━━ DATASET EXCERPTS

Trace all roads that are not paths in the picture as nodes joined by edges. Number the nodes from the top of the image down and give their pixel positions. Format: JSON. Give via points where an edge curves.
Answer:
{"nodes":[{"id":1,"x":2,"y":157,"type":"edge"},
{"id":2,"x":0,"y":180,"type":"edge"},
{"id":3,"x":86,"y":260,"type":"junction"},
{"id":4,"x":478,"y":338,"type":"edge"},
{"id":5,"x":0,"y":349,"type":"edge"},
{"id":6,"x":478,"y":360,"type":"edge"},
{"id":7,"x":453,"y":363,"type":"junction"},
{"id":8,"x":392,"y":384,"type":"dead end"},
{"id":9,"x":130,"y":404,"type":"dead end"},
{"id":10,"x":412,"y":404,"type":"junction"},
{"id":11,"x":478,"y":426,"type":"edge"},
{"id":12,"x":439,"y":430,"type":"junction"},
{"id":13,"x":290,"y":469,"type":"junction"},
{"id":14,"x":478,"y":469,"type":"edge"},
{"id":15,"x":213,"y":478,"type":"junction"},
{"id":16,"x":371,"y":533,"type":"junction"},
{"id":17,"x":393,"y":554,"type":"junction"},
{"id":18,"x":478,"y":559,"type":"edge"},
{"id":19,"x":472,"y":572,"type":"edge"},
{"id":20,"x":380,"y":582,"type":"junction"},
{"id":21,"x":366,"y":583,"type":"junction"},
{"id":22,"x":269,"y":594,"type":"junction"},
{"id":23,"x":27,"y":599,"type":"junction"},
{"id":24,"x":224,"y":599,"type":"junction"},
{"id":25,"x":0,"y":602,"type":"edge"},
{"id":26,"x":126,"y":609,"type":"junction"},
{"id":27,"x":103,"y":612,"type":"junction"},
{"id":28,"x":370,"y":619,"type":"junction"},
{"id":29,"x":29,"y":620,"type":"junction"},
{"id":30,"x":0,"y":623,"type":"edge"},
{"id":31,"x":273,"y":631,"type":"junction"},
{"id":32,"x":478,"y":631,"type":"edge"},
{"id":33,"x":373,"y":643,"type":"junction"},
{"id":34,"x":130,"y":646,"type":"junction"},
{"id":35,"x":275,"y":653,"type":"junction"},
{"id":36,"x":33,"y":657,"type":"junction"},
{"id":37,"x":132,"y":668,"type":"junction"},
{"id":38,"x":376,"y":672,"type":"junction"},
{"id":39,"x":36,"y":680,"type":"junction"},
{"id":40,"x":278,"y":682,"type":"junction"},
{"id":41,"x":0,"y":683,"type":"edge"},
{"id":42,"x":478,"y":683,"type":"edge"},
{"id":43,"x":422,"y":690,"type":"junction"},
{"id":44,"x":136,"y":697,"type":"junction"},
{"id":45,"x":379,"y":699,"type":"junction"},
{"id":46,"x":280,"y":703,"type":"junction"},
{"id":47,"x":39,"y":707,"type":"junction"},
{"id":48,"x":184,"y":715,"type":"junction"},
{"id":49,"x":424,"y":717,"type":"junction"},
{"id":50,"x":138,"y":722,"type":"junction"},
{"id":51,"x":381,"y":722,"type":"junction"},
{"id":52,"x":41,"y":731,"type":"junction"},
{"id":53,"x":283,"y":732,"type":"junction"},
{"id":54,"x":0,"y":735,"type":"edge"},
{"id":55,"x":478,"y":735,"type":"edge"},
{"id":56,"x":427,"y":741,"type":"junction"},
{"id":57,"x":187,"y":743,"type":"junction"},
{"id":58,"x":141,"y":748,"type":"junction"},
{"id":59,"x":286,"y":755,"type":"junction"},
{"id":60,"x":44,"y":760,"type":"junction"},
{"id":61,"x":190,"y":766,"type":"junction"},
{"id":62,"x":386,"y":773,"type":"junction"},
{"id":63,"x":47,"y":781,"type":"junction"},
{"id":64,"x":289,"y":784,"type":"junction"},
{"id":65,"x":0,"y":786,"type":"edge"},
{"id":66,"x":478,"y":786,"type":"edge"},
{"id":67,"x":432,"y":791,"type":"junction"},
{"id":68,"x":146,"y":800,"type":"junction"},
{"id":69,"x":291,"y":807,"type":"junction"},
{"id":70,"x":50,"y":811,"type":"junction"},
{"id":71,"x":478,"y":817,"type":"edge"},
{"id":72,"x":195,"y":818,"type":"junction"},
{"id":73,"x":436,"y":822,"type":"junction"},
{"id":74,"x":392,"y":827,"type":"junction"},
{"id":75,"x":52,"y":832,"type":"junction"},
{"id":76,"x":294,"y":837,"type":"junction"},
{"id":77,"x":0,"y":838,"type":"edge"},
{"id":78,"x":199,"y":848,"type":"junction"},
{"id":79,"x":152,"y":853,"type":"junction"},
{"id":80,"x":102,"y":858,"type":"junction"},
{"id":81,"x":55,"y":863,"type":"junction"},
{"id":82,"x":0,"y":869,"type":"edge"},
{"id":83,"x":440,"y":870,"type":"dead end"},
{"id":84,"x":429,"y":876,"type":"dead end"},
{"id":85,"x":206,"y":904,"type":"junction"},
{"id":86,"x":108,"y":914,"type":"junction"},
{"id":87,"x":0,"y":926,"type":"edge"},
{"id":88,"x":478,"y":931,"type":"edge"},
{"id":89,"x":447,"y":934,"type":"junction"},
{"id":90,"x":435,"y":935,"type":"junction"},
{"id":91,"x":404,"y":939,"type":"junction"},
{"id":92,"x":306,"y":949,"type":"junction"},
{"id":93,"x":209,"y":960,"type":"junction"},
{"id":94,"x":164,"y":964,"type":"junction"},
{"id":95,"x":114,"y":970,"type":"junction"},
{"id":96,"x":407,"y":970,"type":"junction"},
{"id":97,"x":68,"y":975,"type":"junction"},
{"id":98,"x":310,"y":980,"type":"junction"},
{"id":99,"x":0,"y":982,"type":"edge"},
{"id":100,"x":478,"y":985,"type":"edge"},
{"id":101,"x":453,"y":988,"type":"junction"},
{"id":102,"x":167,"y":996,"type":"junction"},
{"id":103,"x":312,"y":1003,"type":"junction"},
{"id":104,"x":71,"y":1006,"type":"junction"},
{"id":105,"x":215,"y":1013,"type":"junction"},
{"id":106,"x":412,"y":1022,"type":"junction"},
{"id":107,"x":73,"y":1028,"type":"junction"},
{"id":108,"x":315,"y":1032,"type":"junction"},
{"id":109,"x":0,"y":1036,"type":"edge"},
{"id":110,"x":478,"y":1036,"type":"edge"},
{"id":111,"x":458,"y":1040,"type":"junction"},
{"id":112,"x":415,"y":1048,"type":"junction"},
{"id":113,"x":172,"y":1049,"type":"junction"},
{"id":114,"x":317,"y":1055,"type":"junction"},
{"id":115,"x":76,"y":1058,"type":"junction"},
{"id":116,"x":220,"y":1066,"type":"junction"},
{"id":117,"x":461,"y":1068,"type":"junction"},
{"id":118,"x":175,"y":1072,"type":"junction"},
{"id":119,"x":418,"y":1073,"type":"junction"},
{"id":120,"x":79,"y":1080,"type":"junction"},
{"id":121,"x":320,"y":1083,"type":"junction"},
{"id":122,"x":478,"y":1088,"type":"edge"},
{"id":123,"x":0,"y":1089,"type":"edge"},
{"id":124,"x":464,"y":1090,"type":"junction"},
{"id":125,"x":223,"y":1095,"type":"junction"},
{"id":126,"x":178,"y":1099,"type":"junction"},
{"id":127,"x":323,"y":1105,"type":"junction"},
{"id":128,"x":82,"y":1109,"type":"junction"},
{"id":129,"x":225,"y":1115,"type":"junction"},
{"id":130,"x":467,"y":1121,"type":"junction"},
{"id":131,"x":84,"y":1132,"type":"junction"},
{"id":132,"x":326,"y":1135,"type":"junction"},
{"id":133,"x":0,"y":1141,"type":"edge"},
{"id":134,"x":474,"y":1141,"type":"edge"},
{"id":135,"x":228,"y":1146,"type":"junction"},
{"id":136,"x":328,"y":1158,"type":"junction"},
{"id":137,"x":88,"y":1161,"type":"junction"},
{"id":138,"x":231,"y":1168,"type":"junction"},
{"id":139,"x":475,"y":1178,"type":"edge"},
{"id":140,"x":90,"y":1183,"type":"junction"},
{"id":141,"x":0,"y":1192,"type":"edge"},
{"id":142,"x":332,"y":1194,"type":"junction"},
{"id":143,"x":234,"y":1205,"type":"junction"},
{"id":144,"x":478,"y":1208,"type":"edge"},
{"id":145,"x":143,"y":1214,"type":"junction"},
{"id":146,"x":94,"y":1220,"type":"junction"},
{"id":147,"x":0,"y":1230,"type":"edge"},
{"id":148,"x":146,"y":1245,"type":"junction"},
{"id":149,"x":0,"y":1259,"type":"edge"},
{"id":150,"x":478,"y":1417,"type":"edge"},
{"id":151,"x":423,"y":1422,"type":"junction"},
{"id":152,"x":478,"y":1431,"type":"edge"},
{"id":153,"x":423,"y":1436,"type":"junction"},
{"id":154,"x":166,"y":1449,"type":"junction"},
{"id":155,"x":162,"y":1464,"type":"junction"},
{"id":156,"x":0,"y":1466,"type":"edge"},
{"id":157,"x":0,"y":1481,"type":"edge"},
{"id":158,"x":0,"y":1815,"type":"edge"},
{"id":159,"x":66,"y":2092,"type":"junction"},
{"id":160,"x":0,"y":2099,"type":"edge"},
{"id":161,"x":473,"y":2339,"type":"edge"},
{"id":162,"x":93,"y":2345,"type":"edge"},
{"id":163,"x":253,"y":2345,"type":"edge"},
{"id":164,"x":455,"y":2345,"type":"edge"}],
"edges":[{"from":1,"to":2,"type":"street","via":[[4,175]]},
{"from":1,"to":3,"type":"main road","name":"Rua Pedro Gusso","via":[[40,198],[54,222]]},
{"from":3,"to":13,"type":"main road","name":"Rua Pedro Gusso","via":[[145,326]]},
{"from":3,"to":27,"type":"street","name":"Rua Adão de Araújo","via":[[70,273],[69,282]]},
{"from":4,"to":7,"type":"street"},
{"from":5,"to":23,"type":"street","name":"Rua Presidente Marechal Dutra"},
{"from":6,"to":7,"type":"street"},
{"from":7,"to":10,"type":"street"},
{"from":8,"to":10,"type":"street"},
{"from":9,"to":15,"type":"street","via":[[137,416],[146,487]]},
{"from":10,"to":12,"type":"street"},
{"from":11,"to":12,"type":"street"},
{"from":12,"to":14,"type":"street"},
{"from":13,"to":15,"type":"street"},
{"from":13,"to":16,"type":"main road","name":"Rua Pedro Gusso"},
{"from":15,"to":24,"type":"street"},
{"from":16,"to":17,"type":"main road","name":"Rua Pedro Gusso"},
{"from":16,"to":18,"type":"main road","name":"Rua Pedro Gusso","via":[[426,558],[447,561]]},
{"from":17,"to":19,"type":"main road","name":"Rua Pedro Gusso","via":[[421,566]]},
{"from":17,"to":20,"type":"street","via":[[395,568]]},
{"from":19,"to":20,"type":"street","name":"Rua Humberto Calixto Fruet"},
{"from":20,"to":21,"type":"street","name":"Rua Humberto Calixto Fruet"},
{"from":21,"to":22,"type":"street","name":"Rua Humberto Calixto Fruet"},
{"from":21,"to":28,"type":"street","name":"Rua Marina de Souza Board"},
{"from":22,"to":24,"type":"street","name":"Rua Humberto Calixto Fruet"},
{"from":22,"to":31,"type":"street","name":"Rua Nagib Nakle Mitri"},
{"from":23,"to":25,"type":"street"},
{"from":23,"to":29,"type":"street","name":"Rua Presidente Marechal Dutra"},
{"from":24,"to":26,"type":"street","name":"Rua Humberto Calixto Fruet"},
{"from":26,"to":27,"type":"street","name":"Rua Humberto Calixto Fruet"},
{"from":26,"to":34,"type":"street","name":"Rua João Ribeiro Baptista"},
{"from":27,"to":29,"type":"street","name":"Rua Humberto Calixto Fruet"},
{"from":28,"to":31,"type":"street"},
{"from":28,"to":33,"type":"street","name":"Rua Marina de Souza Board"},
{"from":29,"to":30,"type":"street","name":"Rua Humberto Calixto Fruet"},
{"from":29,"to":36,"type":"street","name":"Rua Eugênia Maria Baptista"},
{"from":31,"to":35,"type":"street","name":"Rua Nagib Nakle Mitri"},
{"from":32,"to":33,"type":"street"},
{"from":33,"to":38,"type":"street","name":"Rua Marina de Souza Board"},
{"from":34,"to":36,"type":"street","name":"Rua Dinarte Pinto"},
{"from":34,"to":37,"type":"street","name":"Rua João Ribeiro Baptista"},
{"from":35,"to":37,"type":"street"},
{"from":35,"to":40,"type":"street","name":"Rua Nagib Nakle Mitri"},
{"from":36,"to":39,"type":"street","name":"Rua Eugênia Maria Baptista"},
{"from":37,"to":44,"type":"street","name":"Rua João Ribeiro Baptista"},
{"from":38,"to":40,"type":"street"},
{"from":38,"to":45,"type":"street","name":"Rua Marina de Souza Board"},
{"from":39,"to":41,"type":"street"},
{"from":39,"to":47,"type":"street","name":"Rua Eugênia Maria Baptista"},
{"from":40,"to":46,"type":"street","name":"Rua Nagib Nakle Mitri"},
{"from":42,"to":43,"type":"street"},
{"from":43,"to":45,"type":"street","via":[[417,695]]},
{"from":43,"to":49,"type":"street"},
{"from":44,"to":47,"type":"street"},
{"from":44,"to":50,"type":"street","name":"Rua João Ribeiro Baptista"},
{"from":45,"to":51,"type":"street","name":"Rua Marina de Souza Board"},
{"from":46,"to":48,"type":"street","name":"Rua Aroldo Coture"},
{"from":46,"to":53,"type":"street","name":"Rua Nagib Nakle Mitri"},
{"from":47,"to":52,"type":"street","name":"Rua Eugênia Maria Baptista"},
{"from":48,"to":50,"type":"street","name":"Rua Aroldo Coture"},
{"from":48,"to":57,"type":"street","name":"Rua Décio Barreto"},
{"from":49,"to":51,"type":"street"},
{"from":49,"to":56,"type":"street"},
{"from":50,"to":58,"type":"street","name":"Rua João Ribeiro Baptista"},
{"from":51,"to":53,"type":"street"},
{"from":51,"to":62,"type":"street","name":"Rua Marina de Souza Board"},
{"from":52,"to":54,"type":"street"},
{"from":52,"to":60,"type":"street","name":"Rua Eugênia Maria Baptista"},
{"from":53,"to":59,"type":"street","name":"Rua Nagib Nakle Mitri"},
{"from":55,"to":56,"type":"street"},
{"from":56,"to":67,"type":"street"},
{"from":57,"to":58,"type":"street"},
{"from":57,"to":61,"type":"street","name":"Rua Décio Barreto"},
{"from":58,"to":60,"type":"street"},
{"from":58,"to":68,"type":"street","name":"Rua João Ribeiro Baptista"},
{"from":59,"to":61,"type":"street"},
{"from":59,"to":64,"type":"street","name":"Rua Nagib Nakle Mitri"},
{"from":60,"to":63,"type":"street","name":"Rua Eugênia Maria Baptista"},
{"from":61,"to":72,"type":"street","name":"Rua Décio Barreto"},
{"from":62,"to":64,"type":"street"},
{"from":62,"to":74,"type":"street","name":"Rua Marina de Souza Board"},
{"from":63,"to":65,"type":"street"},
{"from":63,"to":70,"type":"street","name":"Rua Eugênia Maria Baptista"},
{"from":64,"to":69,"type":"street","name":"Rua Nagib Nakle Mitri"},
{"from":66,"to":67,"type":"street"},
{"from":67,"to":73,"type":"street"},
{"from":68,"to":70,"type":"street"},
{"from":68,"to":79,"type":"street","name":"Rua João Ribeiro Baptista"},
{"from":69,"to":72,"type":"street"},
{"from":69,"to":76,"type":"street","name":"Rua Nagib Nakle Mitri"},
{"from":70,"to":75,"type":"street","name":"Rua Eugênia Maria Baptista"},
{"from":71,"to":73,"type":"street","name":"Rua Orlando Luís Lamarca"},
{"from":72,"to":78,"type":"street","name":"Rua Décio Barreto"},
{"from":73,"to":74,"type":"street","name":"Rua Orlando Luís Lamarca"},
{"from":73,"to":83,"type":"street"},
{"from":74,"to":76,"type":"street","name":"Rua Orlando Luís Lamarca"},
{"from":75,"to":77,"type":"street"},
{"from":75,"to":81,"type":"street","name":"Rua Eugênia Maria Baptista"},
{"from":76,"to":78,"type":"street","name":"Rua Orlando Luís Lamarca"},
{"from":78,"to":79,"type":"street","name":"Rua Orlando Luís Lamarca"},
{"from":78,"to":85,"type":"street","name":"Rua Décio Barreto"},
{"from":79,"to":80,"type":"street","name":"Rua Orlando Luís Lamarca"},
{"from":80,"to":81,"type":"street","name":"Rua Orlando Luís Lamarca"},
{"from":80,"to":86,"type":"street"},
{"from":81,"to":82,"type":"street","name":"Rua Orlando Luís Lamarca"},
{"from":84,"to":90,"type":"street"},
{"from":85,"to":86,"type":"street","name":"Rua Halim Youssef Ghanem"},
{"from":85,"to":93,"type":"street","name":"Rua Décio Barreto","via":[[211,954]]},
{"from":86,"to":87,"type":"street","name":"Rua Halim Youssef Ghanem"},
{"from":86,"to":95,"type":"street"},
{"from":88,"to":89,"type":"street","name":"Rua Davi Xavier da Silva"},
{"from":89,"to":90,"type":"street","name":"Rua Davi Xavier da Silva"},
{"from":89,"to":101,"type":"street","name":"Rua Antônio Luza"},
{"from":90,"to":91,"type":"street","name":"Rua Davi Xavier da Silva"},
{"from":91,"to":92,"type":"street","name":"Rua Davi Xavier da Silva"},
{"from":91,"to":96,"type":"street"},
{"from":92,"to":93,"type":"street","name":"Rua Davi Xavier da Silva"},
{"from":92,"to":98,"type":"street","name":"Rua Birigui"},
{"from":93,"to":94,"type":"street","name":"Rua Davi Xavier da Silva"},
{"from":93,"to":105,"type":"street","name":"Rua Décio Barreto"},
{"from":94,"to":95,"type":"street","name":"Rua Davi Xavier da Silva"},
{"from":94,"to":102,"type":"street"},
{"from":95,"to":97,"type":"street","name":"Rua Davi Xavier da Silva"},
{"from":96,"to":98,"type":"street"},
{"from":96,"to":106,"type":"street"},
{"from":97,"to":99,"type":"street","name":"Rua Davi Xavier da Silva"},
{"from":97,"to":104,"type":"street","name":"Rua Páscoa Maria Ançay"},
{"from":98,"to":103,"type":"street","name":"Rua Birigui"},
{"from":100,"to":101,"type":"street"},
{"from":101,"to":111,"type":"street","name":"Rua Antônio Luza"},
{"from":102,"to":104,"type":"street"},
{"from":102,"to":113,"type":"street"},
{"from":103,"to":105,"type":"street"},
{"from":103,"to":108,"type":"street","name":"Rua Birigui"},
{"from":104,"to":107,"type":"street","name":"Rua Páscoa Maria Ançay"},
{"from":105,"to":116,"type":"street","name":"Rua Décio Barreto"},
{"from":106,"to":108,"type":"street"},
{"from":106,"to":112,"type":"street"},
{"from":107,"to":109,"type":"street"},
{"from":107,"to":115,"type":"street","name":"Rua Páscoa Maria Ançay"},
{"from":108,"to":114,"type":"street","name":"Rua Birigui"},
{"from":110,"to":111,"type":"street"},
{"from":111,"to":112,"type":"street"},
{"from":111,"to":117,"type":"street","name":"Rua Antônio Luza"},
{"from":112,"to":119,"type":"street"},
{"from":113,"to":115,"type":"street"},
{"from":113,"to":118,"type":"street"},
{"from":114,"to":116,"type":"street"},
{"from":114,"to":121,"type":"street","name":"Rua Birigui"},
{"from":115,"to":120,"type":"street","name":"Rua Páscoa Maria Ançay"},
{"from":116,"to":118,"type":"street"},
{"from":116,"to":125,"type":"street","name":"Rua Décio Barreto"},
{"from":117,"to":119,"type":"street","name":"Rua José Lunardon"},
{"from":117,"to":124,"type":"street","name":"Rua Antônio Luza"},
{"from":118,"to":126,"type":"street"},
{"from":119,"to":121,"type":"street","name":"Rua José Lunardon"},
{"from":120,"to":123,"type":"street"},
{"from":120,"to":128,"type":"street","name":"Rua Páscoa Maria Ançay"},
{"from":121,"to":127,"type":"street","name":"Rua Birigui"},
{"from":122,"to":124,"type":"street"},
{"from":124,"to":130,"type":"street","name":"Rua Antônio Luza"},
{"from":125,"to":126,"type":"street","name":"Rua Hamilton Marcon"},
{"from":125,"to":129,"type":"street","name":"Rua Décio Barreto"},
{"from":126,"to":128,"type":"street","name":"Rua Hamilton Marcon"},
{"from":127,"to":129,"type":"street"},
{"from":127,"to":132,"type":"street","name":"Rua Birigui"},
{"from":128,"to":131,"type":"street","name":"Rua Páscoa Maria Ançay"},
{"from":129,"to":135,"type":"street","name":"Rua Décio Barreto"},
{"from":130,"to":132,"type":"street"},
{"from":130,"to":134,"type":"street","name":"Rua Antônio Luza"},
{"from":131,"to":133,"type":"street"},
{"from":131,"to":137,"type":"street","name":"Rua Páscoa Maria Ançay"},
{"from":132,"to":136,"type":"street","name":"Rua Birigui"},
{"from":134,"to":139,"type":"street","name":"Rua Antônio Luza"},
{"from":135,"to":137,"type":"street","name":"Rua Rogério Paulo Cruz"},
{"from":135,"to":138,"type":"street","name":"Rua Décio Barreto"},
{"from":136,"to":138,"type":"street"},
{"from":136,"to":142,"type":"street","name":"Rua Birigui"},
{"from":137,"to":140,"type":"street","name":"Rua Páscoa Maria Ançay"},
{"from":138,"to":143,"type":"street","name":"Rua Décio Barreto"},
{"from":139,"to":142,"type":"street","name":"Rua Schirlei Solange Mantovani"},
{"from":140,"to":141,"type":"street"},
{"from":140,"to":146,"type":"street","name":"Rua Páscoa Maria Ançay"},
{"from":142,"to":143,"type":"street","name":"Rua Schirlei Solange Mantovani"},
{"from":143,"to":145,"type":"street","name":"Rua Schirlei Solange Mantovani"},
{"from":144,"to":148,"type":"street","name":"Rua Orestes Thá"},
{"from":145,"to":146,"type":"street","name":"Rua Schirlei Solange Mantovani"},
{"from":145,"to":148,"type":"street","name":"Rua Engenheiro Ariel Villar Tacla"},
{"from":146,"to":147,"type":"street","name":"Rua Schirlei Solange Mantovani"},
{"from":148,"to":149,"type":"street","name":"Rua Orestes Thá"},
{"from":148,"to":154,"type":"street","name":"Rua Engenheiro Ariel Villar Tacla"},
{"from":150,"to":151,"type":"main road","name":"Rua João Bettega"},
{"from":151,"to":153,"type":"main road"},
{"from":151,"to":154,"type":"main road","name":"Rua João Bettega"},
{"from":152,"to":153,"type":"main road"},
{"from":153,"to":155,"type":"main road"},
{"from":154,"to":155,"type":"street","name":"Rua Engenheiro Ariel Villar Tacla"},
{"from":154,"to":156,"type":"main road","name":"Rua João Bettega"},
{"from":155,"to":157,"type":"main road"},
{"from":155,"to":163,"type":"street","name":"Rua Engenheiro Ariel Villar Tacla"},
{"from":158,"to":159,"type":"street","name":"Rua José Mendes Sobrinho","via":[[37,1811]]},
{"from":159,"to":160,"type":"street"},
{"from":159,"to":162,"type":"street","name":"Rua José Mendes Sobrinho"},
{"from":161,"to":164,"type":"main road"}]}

━━━━

▸ **EXERCISE**: For each line of the material that contains "Lunardon", return a copy.

▸ **EXPECTED ANSWER**:
{"from":117,"to":119,"type":"street","name":"Rua José Lunardon"},
{"from":119,"to":121,"type":"street","name":"Rua José Lunardon"},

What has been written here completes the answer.